Reproduce all lines of the listing below in which the word "thumb" occurs.

* **Supplied data**
----------
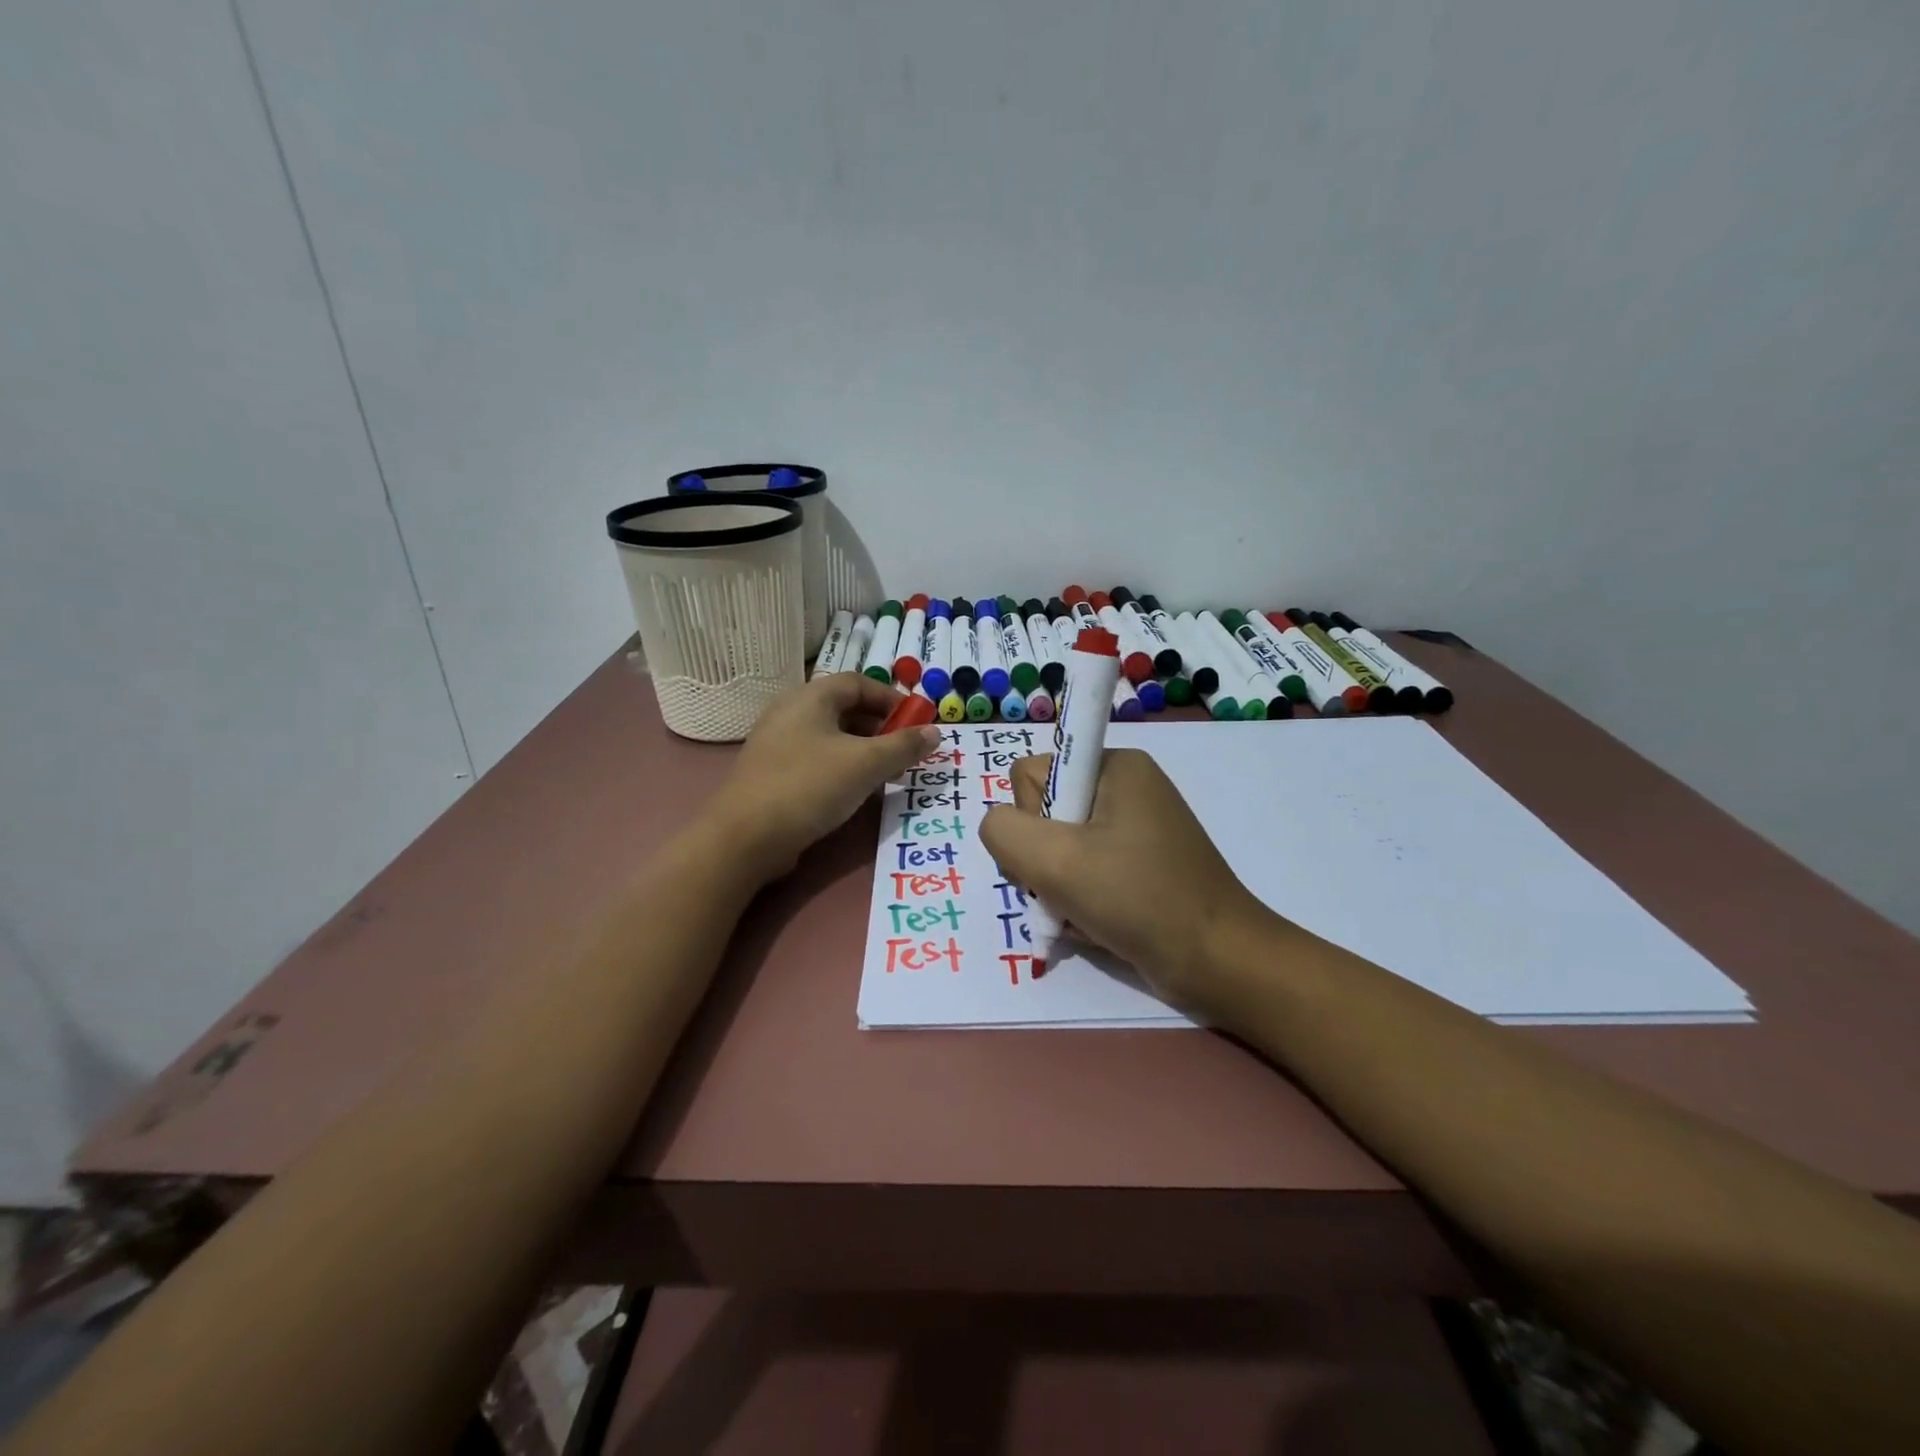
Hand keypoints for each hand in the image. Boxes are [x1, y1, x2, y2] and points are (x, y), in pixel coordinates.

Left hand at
----------
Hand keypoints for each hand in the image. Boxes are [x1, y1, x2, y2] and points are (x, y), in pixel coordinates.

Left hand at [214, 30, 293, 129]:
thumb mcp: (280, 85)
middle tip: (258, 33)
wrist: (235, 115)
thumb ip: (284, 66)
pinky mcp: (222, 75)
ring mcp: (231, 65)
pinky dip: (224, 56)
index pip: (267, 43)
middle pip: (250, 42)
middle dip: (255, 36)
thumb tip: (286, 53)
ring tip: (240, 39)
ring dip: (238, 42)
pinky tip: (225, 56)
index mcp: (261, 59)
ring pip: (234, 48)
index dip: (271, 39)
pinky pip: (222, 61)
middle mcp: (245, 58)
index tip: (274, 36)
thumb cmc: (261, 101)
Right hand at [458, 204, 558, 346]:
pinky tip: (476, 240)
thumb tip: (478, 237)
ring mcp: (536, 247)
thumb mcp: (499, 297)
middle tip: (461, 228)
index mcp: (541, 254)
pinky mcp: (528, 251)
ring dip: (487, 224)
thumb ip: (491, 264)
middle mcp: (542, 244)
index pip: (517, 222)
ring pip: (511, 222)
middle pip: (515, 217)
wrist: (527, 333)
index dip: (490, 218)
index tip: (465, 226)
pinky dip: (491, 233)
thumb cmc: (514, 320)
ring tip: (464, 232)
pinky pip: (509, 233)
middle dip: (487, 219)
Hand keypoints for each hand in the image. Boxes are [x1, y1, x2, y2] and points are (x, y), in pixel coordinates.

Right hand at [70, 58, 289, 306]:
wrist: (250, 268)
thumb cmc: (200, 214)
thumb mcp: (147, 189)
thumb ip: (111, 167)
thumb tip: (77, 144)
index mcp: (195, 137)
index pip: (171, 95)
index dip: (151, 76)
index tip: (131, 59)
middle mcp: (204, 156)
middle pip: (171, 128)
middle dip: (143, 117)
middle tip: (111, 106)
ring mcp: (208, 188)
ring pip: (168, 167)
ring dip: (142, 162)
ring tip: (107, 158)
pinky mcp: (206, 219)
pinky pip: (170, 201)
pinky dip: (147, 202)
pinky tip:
----------
* **Solution for this exercise**
thumb mcp: (280, 85)
thumb ip: (284, 66)
thumb tip: (286, 53)
thumb cmc: (261, 101)
thumb tip: (478, 237)
thumb mcp: (499, 297)
thumb ip: (491, 264)
thumb cmc: (514, 320)
thumb cmc: (200, 214)
thumb mcp: (147, 189)
thumb ip: (111, 167)
thumb tip: (77, 144)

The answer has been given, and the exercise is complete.